Reproduce every record exactly as written.

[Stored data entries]
BEGIN
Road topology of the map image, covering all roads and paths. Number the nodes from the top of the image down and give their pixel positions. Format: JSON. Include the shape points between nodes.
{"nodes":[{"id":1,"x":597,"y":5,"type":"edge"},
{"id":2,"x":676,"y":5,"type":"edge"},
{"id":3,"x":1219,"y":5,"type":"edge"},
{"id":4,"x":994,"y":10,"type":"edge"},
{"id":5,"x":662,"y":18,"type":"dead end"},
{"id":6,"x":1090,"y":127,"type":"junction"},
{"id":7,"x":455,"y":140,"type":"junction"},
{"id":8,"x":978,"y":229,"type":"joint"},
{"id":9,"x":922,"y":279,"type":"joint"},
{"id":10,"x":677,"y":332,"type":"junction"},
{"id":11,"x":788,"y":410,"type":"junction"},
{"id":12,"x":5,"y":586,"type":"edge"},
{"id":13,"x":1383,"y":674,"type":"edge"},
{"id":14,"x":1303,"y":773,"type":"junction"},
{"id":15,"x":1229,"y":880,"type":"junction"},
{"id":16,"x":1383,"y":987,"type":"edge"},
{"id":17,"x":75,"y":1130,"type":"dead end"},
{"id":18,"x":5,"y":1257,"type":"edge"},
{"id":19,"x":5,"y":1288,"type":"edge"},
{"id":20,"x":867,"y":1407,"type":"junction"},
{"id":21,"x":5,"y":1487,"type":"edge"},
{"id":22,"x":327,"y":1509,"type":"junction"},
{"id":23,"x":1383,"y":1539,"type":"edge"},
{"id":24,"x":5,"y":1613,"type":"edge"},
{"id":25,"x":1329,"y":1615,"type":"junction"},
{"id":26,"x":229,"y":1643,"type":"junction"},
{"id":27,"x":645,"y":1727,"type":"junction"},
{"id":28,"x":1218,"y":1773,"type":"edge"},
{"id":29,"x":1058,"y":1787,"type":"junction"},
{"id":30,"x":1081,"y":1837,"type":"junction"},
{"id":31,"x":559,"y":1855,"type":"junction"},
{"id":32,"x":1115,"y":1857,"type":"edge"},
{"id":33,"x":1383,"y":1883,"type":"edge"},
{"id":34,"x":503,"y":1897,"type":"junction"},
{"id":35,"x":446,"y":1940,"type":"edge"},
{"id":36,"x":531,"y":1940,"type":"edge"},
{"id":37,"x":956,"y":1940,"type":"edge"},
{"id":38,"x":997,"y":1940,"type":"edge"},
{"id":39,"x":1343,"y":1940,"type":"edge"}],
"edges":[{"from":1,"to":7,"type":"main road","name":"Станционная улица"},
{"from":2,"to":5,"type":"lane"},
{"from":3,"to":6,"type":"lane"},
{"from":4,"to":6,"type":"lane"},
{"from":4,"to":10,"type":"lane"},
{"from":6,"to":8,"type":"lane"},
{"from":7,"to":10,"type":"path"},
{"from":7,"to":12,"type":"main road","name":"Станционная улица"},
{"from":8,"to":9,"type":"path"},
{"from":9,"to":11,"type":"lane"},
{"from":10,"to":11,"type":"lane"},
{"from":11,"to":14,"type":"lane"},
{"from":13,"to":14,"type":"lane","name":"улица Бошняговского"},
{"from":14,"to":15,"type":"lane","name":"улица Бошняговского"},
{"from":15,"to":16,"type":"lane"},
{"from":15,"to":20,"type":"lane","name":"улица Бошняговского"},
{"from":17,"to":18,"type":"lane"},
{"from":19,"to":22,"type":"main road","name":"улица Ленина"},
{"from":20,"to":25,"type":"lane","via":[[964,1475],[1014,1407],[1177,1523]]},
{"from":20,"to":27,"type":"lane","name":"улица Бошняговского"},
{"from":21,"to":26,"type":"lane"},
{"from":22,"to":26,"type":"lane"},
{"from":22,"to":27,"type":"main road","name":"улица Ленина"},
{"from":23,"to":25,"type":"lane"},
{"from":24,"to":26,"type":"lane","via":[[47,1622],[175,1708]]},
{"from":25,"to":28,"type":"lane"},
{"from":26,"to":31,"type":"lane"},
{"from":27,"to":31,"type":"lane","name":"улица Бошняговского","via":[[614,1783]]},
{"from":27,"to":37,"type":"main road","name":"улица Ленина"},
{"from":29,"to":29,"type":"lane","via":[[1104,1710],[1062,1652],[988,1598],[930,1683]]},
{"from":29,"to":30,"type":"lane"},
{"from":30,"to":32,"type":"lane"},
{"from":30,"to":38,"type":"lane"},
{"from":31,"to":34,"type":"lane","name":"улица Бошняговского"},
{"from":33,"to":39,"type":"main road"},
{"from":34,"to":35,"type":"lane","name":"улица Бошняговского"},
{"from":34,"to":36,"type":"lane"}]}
END
*WORKED SOLUTION:*
Road topology of the map image, covering all roads and paths. Number the nodes from the top of the image down and give their pixel positions. Format: JSON. Include the shape points between nodes.
{"nodes":[{"id":1,"x":597,"y":5,"type":"edge"},
{"id":2,"x":676,"y":5,"type":"edge"},
{"id":3,"x":1219,"y":5,"type":"edge"},
{"id":4,"x":994,"y":10,"type":"edge"},
{"id":5,"x":662,"y":18,"type":"dead end"},
{"id":6,"x":1090,"y":127,"type":"junction"},
{"id":7,"x":455,"y":140,"type":"junction"},
{"id":8,"x":978,"y":229,"type":"joint"},
{"id":9,"x":922,"y":279,"type":"joint"},
{"id":10,"x":677,"y":332,"type":"junction"},
{"id":11,"x":788,"y":410,"type":"junction"},
{"id":12,"x":5,"y":586,"type":"edge"},
{"id":13,"x":1383,"y":674,"type":"edge"},
{"id":14,"x":1303,"y":773,"type":"junction"},
{"id":15,"x":1229,"y":880,"type":"junction"},
{"id":16,"x":1383,"y":987,"type":"edge"},
{"id":17,"x":75,"y":1130,"type":"dead end"},
{"id":18,"x":5,"y":1257,"type":"edge"},
{"id":19,"x":5,"y":1288,"type":"edge"},
{"id":20,"x":867,"y":1407,"type":"junction"},
{"id":21,"x":5,"y":1487,"type":"edge"},
{"id":22,"x":327,"y":1509,"type":"junction"},
{"id":23,"x":1383,"y":1539,"type":"edge"},
{"id":24,"x":5,"y":1613,"type":"edge"},
{"id":25,"x":1329,"y":1615,"type":"junction"},
{"id":26,"x":229,"y":1643,"type":"junction"},
{"id":27,"x":645,"y":1727,"type":"junction"},
{"id":28,"x":1218,"y":1773,"type":"edge"},
{"id":29,"x":1058,"y":1787,"type":"junction"},
{"id":30,"x":1081,"y":1837,"type":"junction"},
{"id":31,"x":559,"y":1855,"type":"junction"},
{"id":32,"x":1115,"y":1857,"type":"edge"},
{"id":33,"x":1383,"y":1883,"type":"edge"},
{"id":34,"x":503,"y":1897,"type":"junction"},
{"id":35,"x":446,"y":1940,"type":"edge"},
{"id":36,"x":531,"y":1940,"type":"edge"},
{"id":37,"x":956,"y":1940,"type":"edge"},
{"id":38,"x":997,"y":1940,"type":"edge"},
{"id":39,"x":1343,"y":1940,"type":"edge"}],
"edges":[{"from":1,"to":7,"type":"main road","name":"Станционная улица"},
{"from":2,"to":5,"type":"lane"},
{"from":3,"to":6,"type":"lane"},
{"from":4,"to":6,"type":"lane"},
{"from":4,"to":10,"type":"lane"},
{"from":6,"to":8,"type":"lane"},
{"from":7,"to":10,"type":"path"},
{"from":7,"to":12,"type":"main road","name":"Станционная улица"},
{"from":8,"to":9,"type":"path"},
{"from":9,"to":11,"type":"lane"},
{"from":10,"to":11,"type":"lane"},
{"from":11,"to":14,"type":"lane"},
{"from":13,"to":14,"type":"lane","name":"улица Бошняговского"},
{"from":14,"to":15,"type":"lane","name":"улица Бошняговского"},
{"from":15,"to":16,"type":"lane"},
{"from":15,"to":20,"type":"lane","name":"улица Бошняговского"},
{"from":17,"to":18,"type":"lane"},
{"from":19,"to":22,"type":"main road","name":"улица Ленина"},
{"from":20,"to":25,"type":"lane","via":[[964,1475],[1014,1407],[1177,1523]]},
{"from":20,"to":27,"type":"lane","name":"улица Бошняговского"},
{"from":21,"to":26,"type":"lane"},
{"from":22,"to":26,"type":"lane"},
{"from":22,"to":27,"type":"main road","name":"улица Ленина"},
{"from":23,"to":25,"type":"lane"},
{"from":24,"to":26,"type":"lane","via":[[47,1622],[175,1708]]},
{"from":25,"to":28,"type":"lane"},
{"from":26,"to":31,"type":"lane"},
{"from":27,"to":31,"type":"lane","name":"улица Бошняговского","via":[[614,1783]]},
{"from":27,"to":37,"type":"main road","name":"улица Ленина"},
{"from":29,"to":29,"type":"lane","via":[[1104,1710],[1062,1652],[988,1598],[930,1683]]},
{"from":29,"to":30,"type":"lane"},
{"from":30,"to":32,"type":"lane"},
{"from":30,"to":38,"type":"lane"},
{"from":31,"to":34,"type":"lane","name":"улица Бошняговского"},
{"from":33,"to":39,"type":"main road"},
{"from":34,"to":35,"type":"lane","name":"улица Бошняговского"},
{"from":34,"to":36,"type":"lane"}]}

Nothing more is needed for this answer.